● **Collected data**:
● ● ● ● ● ● ●

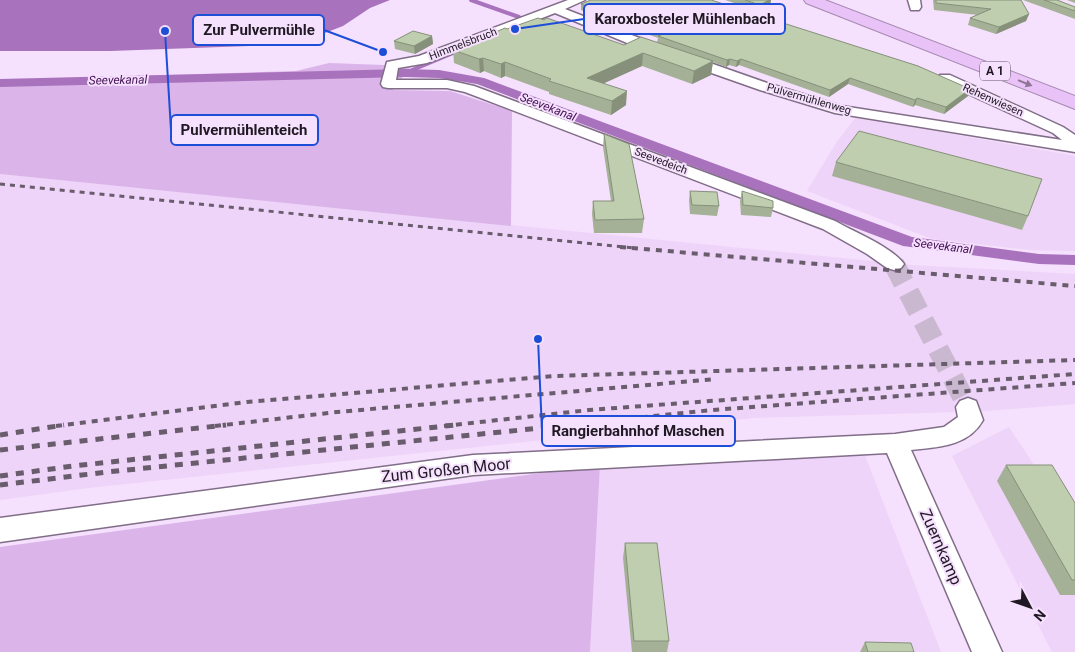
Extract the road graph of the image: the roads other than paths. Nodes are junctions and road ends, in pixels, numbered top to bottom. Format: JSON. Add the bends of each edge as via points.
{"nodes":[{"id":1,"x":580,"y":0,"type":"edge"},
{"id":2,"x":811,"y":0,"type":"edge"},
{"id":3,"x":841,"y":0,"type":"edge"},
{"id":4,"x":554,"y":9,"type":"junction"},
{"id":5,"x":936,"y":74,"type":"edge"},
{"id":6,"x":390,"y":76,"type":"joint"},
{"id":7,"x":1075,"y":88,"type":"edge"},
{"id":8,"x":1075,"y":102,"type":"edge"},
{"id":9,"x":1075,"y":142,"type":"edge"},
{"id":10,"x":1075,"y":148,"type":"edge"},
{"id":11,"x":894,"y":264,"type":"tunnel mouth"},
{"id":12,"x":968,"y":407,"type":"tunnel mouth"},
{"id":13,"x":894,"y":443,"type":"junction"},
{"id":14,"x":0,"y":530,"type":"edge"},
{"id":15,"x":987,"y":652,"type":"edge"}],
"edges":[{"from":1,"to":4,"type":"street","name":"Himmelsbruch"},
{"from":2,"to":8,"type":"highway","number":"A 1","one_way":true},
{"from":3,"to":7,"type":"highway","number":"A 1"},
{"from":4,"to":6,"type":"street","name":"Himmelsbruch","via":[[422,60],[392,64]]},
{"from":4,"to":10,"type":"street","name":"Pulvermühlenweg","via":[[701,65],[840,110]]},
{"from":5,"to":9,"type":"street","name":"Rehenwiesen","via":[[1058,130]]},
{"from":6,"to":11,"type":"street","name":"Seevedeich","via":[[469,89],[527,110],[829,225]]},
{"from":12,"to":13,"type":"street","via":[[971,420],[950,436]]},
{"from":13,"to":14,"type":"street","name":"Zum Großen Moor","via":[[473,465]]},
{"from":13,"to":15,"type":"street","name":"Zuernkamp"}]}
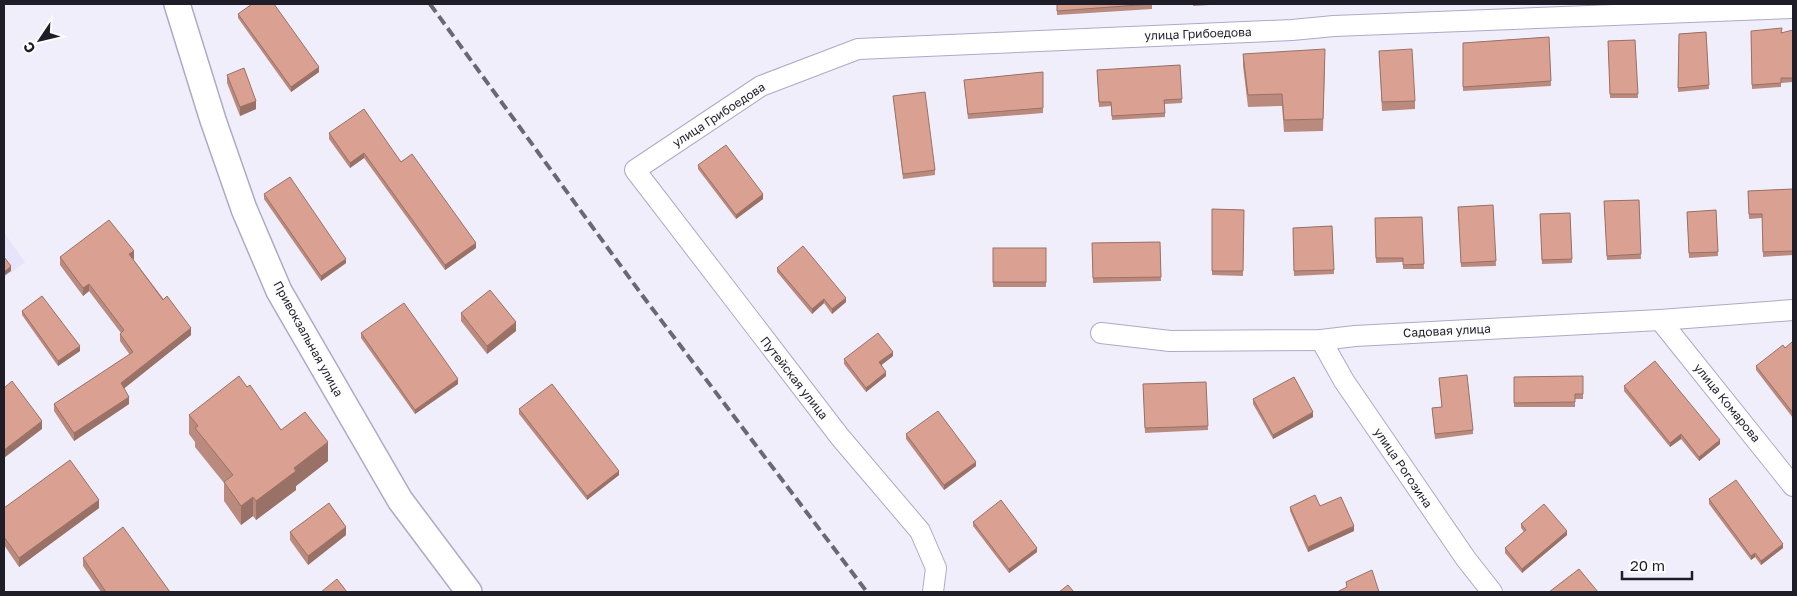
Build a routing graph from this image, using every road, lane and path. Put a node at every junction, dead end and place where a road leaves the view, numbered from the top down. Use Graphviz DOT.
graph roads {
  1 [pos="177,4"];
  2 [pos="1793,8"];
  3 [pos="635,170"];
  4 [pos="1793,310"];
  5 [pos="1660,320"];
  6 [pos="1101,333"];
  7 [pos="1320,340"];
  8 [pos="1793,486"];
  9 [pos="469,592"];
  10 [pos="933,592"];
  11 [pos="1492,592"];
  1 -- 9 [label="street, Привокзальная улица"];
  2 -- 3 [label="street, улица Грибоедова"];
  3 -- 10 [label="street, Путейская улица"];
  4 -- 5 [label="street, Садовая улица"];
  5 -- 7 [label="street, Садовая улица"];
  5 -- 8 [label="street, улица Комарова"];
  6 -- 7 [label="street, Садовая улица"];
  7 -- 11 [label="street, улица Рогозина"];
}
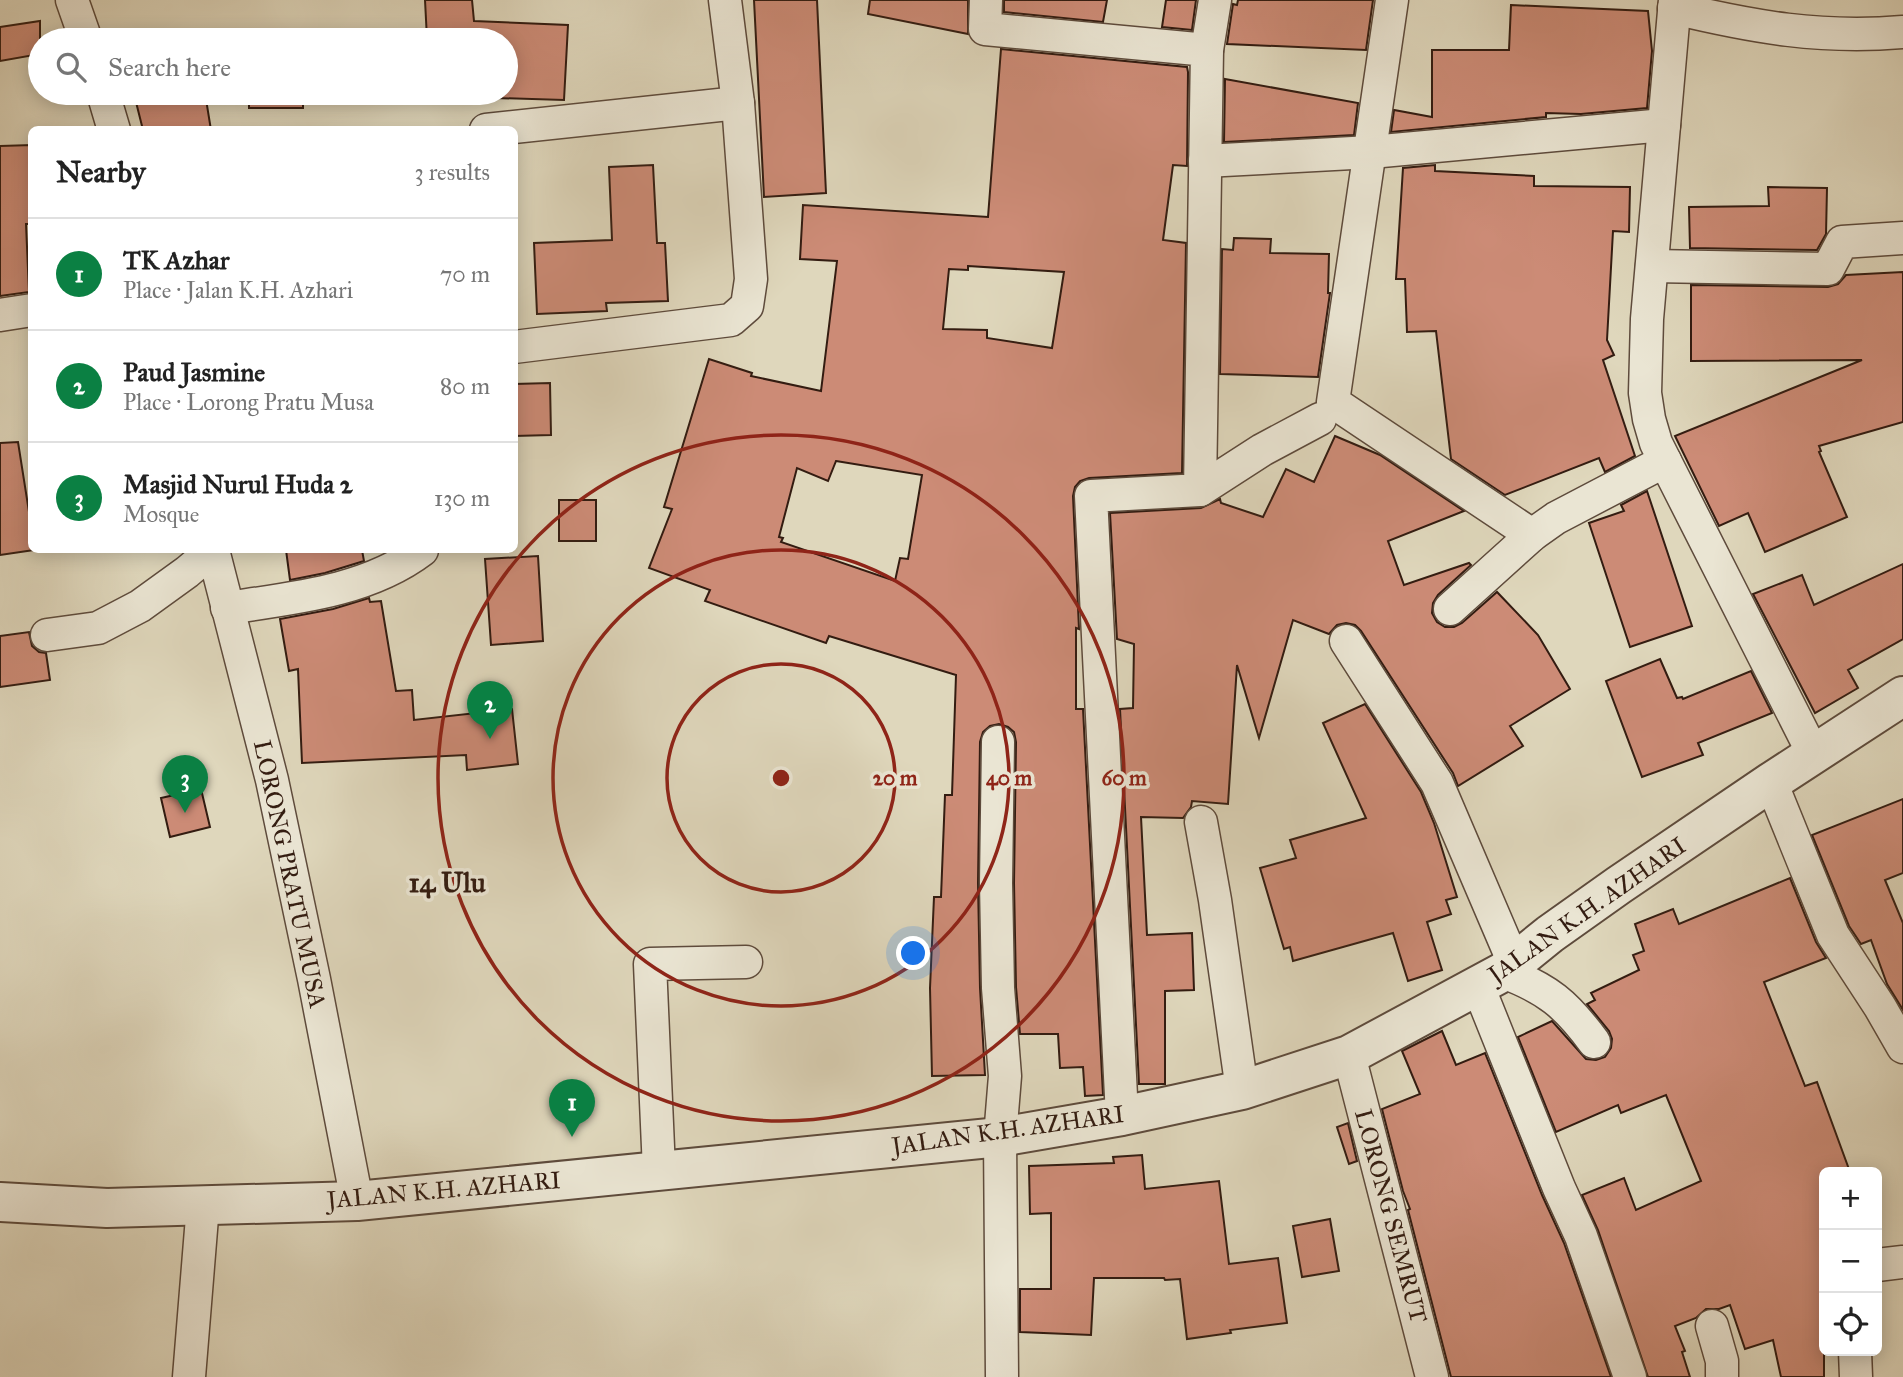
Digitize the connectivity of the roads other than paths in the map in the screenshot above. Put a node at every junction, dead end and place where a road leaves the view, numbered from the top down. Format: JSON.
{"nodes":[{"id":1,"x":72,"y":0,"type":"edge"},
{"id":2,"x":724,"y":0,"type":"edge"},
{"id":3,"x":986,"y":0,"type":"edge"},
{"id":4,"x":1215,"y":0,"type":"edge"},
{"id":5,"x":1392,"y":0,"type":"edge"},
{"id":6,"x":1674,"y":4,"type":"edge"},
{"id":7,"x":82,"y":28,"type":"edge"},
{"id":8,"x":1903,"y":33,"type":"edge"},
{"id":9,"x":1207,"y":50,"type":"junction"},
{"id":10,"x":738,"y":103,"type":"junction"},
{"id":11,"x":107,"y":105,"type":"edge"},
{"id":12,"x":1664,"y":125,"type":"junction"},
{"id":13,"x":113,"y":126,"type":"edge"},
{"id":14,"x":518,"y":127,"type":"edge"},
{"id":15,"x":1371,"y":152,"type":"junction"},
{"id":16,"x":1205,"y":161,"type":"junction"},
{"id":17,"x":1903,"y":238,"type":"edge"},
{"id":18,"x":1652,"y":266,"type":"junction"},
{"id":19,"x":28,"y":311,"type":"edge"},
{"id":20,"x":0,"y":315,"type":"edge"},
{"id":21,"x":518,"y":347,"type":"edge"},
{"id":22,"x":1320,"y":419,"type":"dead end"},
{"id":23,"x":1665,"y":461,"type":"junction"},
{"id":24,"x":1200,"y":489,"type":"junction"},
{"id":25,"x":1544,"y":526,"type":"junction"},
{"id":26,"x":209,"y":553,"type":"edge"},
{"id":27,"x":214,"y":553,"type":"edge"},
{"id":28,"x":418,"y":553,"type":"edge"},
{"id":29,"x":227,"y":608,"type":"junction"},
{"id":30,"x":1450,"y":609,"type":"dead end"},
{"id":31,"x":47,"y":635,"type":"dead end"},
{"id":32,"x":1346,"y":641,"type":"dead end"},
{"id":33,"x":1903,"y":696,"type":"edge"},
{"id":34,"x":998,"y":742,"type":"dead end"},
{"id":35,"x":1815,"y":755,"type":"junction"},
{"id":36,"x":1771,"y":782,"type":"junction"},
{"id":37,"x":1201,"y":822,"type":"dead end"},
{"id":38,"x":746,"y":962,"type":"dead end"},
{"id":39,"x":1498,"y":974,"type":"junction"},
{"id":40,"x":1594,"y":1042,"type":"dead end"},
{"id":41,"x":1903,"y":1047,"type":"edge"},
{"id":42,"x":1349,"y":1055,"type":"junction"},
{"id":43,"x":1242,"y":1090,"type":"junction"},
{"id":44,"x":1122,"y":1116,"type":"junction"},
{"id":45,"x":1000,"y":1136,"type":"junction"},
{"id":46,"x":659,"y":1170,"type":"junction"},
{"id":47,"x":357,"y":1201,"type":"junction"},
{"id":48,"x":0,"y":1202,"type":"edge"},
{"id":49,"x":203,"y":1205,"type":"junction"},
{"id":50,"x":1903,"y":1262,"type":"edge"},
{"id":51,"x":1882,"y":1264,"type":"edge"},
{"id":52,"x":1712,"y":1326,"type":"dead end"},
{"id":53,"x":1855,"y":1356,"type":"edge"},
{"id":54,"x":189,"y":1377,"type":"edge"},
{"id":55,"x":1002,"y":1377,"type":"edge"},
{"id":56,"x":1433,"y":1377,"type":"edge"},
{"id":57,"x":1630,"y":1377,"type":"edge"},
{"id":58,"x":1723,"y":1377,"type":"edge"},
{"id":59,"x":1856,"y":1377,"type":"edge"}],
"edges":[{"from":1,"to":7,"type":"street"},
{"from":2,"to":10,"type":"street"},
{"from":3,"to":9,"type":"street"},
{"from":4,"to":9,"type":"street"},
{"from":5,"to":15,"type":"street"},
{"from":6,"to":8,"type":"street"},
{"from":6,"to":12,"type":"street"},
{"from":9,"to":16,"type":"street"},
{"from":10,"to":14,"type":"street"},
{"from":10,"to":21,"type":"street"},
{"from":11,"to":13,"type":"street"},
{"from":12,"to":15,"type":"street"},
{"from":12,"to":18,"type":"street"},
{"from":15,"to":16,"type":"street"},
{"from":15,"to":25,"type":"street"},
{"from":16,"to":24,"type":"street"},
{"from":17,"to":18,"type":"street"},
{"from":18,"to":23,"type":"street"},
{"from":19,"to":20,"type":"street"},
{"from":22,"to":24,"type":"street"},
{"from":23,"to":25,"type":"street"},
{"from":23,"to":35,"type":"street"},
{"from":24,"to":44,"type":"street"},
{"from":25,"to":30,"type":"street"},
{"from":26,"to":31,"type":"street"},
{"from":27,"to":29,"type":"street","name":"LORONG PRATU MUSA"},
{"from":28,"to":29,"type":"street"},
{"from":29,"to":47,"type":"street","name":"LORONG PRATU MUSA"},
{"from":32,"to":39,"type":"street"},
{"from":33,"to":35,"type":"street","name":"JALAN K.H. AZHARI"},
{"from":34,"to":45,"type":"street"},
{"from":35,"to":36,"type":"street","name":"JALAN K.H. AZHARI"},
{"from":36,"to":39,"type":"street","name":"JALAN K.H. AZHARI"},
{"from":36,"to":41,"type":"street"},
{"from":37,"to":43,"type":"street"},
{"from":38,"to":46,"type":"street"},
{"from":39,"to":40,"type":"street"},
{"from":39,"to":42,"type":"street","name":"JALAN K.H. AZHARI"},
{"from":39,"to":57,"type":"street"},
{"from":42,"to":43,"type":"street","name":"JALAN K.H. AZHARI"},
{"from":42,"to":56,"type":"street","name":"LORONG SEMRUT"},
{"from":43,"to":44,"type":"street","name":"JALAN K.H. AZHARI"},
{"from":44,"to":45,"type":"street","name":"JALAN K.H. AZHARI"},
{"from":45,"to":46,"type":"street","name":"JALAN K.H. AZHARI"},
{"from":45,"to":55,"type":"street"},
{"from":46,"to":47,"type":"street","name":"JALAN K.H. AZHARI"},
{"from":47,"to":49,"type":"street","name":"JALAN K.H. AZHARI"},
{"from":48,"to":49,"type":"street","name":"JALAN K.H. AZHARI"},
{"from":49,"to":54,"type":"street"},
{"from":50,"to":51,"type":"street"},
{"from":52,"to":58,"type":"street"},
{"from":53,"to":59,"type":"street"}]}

● ● ● ● ● ● ●

● **Exercise directions**:
Tally the lines of the entries that include the word "down" and give only the total.

● **Expected answer**:
2